**Task requirements**
In the entries below, how many lines contain the string "Vétérinaires"? Respond with the number only.

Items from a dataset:
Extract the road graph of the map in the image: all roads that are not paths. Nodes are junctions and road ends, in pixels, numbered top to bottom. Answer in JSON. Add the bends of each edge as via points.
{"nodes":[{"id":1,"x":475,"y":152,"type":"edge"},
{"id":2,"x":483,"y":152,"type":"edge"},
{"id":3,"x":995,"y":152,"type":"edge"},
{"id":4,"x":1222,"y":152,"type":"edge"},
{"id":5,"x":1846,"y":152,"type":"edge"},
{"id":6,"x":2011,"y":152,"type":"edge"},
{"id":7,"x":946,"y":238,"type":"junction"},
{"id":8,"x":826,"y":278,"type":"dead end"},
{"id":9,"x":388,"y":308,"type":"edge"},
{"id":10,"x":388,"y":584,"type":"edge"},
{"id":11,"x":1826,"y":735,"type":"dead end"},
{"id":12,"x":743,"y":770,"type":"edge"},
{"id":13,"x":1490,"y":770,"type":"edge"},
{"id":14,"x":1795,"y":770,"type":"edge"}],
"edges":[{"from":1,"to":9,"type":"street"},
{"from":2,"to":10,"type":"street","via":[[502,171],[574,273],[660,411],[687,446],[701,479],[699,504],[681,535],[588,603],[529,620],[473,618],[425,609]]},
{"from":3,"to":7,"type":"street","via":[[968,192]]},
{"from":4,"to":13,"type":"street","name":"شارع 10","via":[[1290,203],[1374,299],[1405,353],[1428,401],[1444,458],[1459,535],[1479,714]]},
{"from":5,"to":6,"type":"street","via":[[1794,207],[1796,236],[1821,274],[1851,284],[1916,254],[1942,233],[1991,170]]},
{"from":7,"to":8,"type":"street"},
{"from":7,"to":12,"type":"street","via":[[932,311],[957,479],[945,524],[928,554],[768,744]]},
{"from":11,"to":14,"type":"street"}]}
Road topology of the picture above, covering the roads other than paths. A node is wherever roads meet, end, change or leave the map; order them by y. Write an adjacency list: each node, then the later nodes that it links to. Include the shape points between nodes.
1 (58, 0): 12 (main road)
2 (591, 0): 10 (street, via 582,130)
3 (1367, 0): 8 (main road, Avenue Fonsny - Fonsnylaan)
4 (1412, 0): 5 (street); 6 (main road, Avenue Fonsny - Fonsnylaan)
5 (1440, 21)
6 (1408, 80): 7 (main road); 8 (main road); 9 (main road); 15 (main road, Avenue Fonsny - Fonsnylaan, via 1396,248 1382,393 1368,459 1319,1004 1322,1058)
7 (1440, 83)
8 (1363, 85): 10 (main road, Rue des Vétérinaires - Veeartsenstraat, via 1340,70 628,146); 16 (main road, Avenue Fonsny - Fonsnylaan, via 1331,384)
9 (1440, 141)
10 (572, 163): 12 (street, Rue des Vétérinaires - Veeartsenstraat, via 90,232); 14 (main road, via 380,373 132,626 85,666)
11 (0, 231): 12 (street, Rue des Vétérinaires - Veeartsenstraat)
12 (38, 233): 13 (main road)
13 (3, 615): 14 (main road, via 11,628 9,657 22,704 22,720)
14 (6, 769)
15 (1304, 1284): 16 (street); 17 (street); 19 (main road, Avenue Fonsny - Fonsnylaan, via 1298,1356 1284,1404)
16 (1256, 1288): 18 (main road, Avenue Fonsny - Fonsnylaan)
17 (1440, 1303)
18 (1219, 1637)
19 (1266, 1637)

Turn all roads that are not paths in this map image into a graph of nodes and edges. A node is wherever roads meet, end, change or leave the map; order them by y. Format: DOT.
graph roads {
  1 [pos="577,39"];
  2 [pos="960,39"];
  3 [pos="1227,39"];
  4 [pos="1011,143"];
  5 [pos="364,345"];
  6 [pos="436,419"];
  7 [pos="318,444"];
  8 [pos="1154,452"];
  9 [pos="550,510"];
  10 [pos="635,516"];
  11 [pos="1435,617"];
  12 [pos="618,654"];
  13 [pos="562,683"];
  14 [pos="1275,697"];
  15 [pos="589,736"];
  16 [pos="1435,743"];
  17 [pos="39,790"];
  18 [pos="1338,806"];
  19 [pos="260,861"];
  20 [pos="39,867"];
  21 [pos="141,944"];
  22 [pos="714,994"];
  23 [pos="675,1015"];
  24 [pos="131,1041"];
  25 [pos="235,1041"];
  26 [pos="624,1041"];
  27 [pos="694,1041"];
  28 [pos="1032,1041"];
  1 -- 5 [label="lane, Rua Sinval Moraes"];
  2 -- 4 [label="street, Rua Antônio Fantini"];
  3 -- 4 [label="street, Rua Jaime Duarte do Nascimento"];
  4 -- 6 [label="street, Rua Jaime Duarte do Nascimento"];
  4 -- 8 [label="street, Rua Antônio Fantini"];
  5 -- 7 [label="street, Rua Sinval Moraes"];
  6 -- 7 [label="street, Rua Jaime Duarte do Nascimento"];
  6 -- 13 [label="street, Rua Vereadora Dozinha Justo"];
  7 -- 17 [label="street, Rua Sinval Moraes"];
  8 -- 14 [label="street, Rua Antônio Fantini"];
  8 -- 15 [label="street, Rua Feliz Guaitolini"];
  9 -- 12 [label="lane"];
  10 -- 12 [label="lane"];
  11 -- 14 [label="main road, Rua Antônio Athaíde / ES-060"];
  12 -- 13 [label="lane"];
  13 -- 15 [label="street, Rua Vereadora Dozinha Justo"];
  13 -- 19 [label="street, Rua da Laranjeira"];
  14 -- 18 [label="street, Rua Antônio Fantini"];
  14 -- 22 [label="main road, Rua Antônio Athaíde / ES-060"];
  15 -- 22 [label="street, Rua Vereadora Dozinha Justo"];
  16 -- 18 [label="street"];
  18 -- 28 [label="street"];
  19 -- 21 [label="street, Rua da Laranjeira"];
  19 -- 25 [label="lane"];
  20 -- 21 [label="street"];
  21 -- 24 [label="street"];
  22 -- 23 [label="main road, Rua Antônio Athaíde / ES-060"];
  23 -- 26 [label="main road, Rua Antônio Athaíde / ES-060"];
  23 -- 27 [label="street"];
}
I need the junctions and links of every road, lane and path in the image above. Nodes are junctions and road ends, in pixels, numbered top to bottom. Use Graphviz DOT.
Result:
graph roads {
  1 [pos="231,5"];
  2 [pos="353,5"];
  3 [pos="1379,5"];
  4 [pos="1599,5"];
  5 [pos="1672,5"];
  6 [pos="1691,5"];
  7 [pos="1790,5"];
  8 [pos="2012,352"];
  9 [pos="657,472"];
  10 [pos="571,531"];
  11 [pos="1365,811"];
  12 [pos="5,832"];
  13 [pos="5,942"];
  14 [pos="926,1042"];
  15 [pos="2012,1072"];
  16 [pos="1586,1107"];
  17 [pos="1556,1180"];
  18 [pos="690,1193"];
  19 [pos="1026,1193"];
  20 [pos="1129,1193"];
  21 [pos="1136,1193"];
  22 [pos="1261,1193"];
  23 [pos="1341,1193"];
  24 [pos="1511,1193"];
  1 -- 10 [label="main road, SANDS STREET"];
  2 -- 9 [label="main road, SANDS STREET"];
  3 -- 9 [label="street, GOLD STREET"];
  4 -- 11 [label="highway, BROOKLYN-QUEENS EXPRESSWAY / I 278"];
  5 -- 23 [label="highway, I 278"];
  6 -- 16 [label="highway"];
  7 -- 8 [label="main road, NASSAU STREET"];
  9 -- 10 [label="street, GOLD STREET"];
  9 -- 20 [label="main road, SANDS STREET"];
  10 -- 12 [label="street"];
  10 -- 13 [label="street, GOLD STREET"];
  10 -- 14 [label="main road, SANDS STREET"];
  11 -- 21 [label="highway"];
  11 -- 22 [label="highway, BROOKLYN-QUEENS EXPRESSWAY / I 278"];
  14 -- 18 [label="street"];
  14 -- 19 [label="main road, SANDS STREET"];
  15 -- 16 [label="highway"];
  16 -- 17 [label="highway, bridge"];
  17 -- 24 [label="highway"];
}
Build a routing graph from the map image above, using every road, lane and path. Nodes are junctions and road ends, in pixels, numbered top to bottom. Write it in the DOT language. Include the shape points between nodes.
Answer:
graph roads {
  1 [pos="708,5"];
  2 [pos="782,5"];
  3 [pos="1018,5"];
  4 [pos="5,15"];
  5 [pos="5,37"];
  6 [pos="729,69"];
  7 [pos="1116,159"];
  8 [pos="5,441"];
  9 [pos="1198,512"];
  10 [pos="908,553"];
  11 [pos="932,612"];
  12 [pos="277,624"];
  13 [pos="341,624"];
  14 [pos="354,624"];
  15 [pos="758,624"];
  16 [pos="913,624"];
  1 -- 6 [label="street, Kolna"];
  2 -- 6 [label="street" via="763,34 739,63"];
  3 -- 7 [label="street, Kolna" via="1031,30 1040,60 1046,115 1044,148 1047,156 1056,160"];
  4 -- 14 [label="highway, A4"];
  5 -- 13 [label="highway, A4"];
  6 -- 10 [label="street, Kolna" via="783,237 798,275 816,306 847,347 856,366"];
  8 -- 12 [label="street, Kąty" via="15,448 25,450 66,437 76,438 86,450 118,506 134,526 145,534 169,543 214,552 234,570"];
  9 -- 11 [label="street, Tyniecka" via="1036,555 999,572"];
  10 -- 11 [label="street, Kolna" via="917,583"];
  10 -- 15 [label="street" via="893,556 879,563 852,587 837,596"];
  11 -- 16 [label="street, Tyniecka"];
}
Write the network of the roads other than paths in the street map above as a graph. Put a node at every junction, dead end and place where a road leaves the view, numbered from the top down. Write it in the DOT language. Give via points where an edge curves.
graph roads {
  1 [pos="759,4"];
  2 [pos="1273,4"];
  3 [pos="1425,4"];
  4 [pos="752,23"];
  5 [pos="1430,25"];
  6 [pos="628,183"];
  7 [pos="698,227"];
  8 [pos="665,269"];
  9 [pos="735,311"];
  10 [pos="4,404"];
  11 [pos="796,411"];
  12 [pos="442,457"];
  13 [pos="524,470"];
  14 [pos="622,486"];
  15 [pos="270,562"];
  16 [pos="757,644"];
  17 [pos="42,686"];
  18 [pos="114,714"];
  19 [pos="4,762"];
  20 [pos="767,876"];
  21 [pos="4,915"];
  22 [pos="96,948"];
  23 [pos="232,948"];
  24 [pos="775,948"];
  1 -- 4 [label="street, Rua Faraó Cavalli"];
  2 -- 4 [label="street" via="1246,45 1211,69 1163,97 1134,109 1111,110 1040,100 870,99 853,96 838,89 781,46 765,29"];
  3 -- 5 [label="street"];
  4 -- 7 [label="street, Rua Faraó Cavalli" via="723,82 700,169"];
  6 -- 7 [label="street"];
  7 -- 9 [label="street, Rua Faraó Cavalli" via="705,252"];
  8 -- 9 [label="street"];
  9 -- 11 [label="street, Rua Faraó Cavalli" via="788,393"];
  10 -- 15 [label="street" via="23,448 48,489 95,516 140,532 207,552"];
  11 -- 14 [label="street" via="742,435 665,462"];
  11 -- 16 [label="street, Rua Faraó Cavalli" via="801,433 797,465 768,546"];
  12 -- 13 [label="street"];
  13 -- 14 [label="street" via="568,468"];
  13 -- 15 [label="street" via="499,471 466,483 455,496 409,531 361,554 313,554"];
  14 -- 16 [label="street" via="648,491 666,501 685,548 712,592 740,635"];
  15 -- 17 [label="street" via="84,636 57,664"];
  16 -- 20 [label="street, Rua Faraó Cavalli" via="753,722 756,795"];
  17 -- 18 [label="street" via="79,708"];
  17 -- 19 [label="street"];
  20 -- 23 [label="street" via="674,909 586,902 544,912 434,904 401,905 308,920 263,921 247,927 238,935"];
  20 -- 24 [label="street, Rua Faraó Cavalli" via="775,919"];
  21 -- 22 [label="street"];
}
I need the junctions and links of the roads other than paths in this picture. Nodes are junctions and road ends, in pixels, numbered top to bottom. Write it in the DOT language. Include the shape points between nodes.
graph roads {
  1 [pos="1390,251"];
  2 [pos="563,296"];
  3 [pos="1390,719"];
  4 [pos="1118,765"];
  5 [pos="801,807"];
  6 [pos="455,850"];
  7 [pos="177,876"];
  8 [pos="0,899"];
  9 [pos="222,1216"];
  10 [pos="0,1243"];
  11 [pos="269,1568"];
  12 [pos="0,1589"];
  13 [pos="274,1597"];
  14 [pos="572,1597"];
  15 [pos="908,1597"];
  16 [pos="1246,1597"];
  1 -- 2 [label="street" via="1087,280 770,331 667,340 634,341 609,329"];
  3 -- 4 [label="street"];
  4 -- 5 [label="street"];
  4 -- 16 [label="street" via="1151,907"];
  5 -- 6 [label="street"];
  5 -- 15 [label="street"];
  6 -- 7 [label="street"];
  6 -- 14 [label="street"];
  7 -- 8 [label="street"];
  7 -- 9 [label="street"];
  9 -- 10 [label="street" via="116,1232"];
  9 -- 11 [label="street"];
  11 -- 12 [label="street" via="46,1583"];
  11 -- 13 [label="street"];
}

**Exercise response**
3